Your goal:
Count the lines below that contain the word "Right", and report only that number.

......

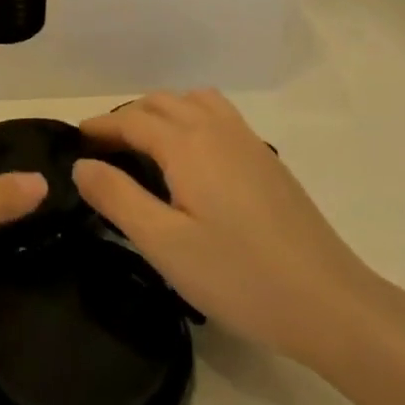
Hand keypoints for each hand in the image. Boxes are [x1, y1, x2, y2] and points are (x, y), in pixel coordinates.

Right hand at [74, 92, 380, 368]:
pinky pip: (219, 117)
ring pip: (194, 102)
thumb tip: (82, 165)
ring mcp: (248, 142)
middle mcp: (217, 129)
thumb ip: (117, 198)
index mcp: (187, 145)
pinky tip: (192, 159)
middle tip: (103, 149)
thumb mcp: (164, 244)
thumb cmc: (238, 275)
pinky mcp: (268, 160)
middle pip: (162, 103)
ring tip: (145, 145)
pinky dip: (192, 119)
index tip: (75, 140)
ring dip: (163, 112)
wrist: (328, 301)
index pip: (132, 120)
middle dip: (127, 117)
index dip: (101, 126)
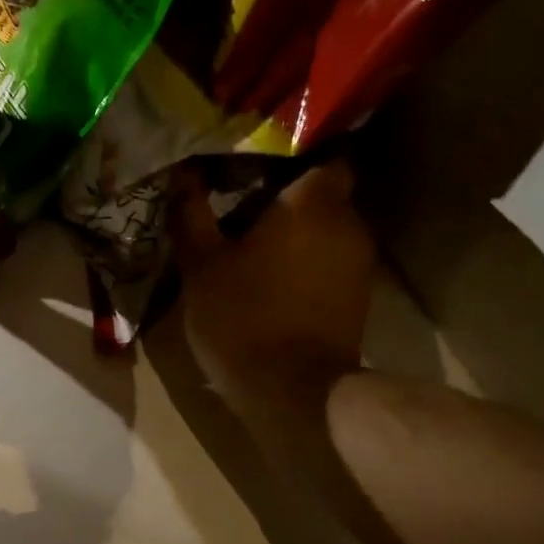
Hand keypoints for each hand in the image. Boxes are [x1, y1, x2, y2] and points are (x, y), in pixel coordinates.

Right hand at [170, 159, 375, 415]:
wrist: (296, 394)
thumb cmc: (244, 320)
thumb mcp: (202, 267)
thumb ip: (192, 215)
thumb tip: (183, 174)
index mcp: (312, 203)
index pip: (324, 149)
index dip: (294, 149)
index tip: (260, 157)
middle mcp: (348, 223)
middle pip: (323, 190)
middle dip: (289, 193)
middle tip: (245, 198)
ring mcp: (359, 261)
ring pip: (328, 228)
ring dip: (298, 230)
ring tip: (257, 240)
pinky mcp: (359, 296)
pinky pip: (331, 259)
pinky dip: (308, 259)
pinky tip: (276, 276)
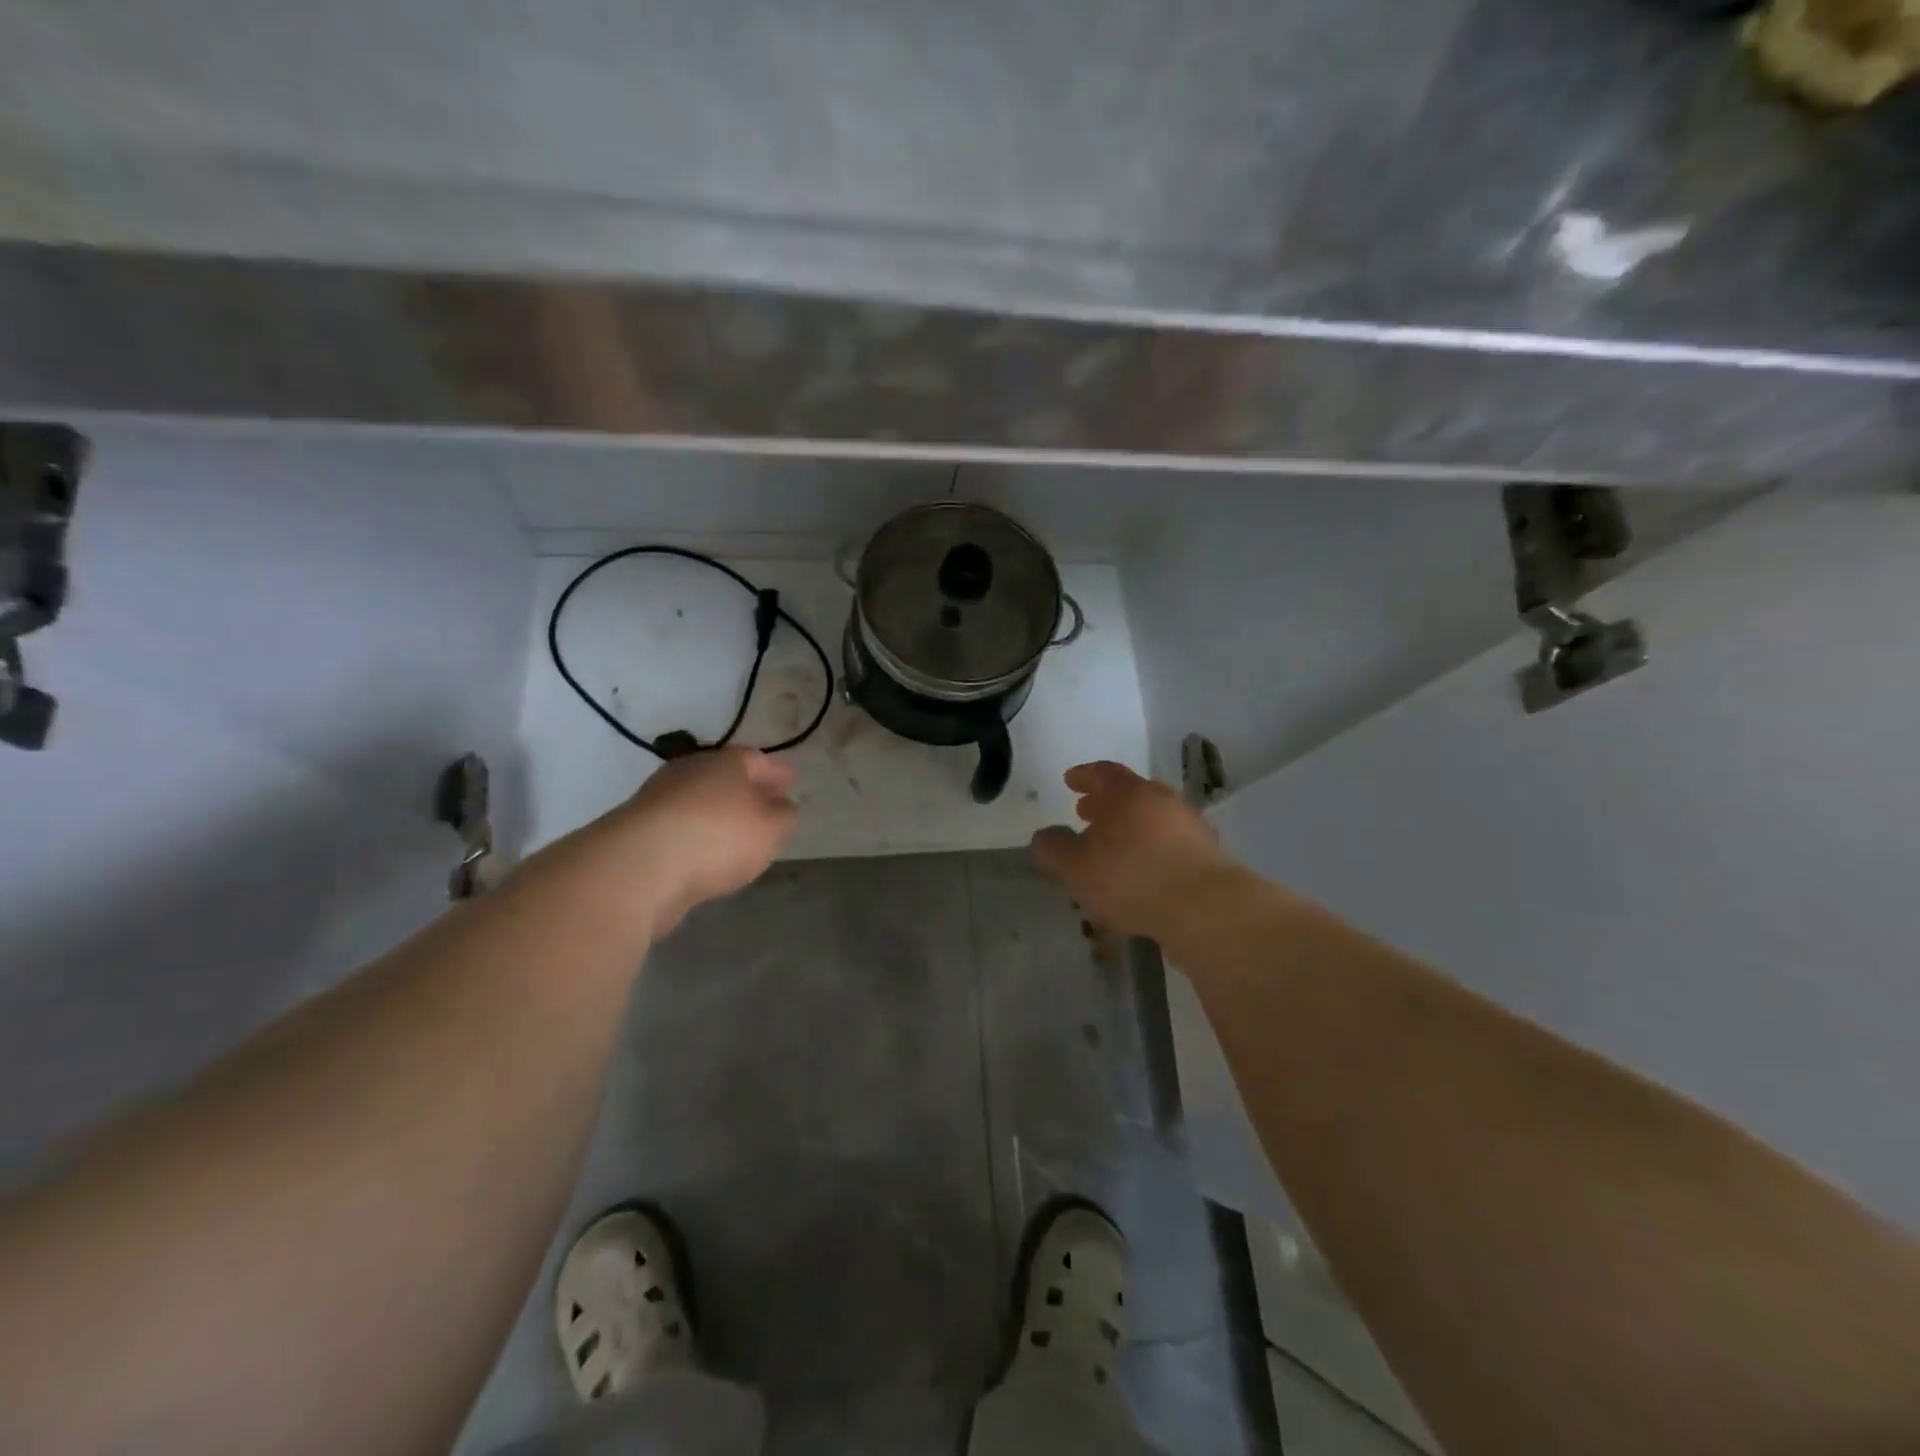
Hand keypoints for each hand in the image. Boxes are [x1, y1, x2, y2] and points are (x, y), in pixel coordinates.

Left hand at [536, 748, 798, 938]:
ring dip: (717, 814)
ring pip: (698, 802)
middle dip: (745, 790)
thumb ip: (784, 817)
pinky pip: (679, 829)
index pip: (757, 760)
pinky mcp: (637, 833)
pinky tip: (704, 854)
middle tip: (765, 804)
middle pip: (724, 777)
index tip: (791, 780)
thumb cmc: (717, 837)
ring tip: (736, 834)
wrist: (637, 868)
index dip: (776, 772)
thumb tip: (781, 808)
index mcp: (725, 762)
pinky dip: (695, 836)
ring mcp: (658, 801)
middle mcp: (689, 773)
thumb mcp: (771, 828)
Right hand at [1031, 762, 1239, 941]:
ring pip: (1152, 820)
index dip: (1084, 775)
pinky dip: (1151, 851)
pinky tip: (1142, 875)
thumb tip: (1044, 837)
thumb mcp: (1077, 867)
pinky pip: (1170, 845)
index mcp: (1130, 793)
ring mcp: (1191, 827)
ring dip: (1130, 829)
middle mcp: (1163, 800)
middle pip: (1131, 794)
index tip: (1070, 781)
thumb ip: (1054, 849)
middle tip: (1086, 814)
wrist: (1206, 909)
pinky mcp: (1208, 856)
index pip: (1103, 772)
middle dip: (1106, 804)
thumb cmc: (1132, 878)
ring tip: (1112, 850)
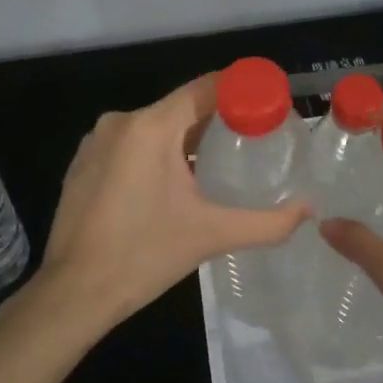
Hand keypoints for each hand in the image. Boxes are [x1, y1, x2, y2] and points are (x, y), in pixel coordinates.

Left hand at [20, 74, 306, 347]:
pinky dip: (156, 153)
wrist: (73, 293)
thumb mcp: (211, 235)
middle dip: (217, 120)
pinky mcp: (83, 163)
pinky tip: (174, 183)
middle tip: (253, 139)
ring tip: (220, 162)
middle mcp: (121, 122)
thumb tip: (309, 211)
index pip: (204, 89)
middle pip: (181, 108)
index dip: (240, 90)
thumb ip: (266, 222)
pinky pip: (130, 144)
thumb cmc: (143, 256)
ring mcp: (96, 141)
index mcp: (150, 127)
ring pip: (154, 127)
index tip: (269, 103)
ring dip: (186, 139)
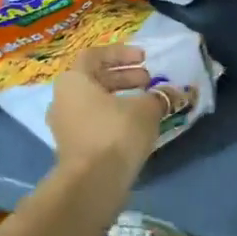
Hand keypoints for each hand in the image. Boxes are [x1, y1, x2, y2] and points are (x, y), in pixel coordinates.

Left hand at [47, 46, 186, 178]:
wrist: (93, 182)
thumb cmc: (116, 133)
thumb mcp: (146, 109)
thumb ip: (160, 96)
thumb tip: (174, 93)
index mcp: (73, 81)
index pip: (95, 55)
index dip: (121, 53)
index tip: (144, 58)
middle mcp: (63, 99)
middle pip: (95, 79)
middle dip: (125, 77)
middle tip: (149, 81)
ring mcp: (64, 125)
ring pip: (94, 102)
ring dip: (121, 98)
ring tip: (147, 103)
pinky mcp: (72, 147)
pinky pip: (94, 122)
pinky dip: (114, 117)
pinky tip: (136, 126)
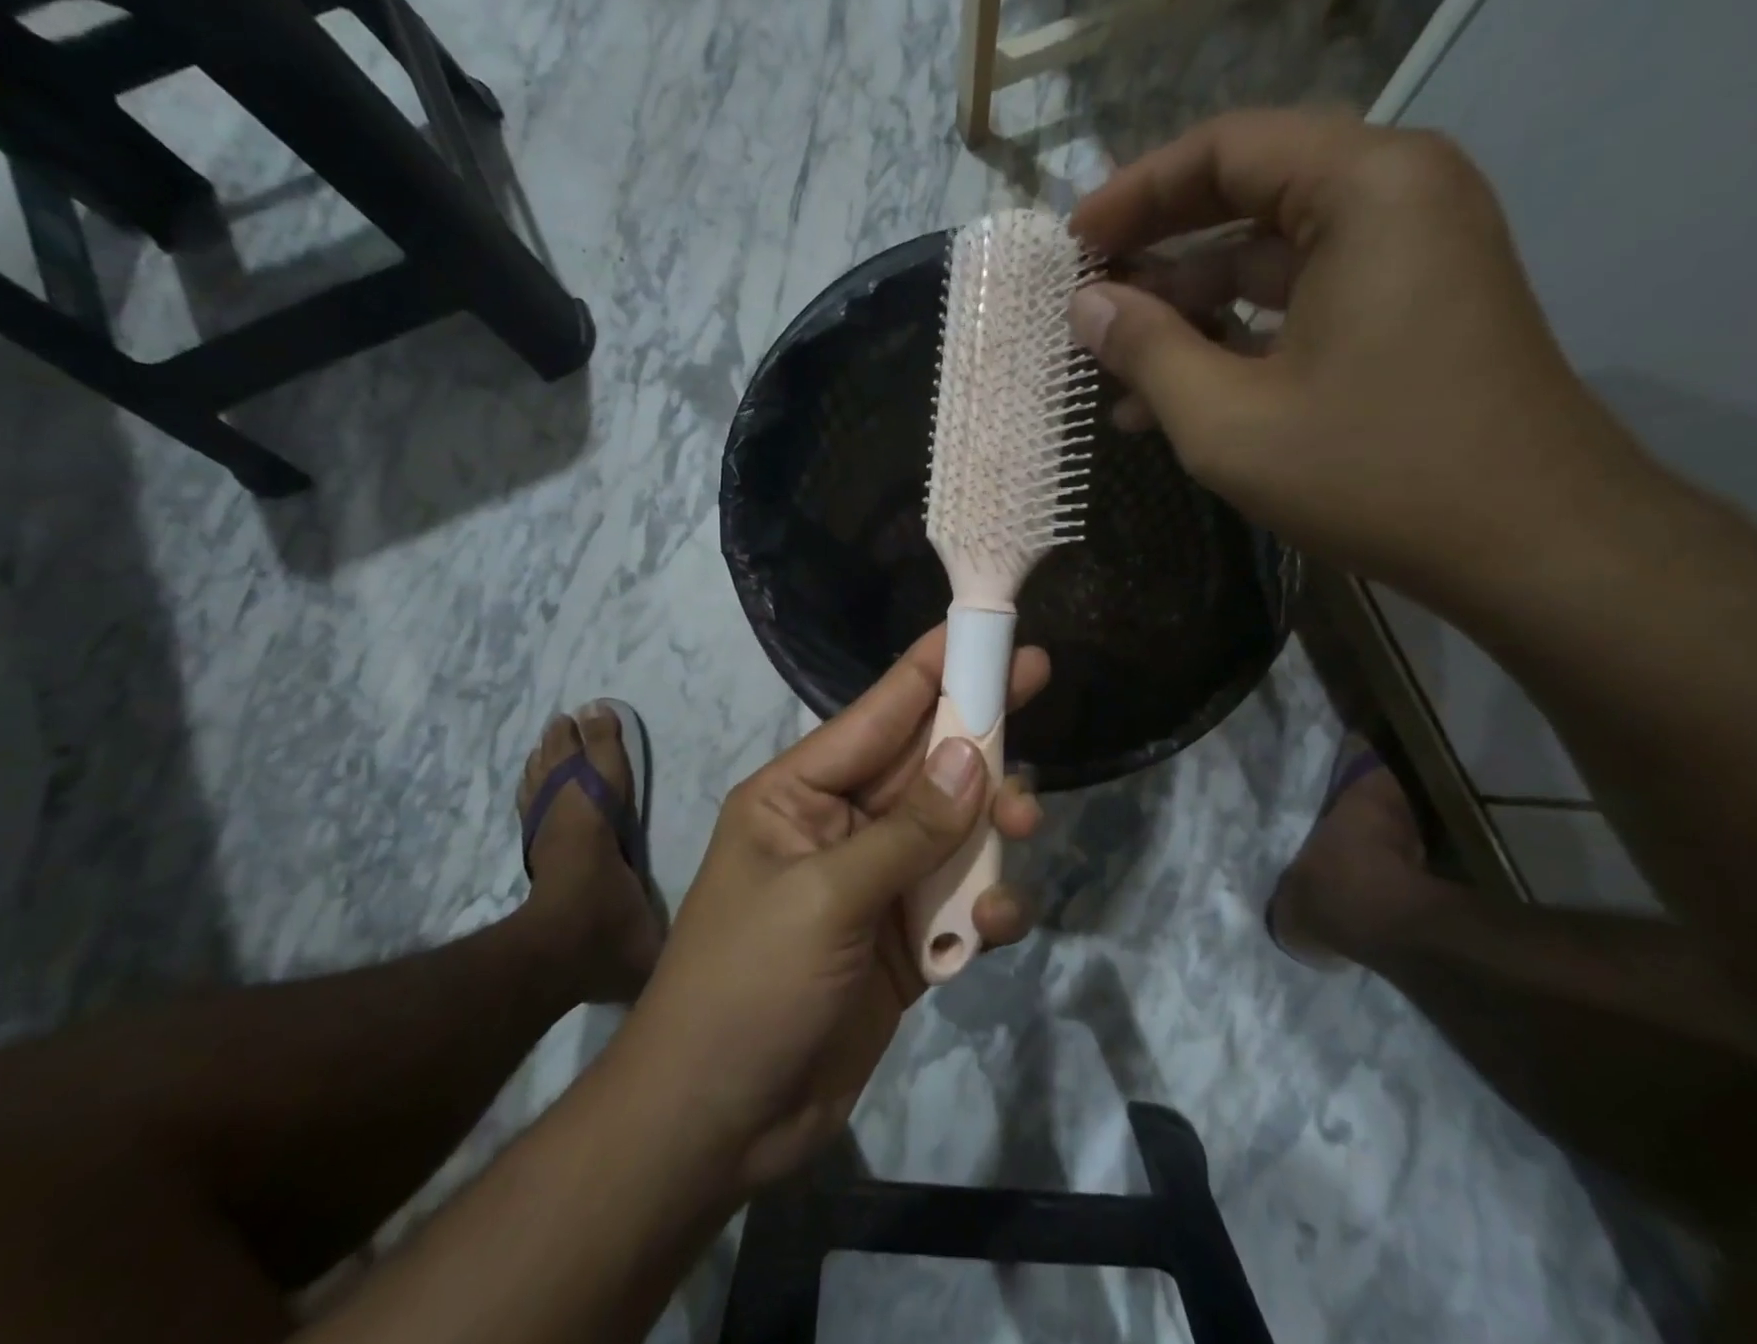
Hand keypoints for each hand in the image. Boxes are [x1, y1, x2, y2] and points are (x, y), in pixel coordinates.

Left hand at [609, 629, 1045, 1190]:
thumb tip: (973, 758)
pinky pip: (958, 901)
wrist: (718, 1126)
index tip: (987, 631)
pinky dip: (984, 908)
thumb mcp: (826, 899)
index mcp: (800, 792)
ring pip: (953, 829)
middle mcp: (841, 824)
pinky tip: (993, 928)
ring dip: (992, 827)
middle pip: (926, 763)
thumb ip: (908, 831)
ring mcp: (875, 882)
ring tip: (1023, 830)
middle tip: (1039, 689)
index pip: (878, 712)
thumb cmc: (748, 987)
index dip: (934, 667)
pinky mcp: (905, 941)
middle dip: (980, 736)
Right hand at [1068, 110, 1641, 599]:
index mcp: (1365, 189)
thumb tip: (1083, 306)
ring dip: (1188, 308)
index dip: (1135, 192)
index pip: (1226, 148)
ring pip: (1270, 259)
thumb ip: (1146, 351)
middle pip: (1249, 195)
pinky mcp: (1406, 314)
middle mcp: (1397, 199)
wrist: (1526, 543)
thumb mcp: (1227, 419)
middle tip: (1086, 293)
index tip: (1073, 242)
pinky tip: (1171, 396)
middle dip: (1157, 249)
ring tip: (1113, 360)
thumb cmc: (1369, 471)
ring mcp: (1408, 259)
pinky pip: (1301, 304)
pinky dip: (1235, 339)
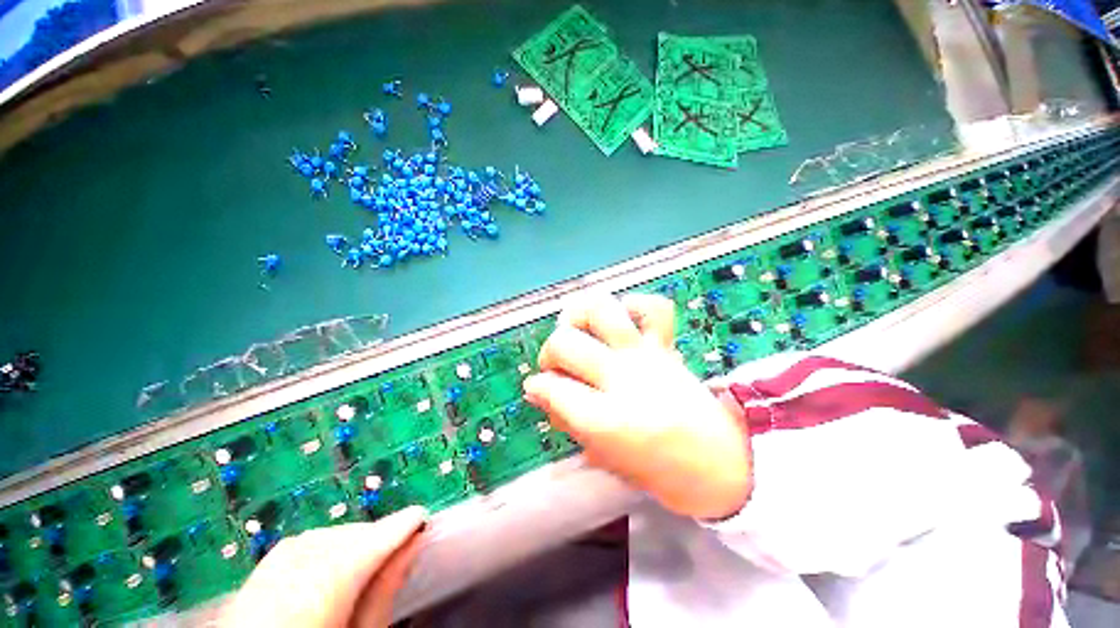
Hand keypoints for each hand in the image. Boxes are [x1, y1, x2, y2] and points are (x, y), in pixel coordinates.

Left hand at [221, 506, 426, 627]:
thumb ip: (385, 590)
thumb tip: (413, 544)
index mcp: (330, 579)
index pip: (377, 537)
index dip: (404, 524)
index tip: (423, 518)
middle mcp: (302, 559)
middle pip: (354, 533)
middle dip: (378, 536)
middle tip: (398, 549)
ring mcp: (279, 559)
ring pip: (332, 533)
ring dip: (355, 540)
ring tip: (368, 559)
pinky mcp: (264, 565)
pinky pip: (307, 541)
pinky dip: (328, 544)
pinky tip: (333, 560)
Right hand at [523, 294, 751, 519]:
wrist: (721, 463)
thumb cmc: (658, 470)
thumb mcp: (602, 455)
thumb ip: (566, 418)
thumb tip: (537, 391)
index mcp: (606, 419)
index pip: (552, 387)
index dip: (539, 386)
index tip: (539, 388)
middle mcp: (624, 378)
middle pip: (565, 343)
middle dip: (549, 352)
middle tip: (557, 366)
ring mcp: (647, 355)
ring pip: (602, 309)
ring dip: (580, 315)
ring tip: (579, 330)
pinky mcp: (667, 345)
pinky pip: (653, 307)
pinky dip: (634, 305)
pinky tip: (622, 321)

......

Answer to this task:
5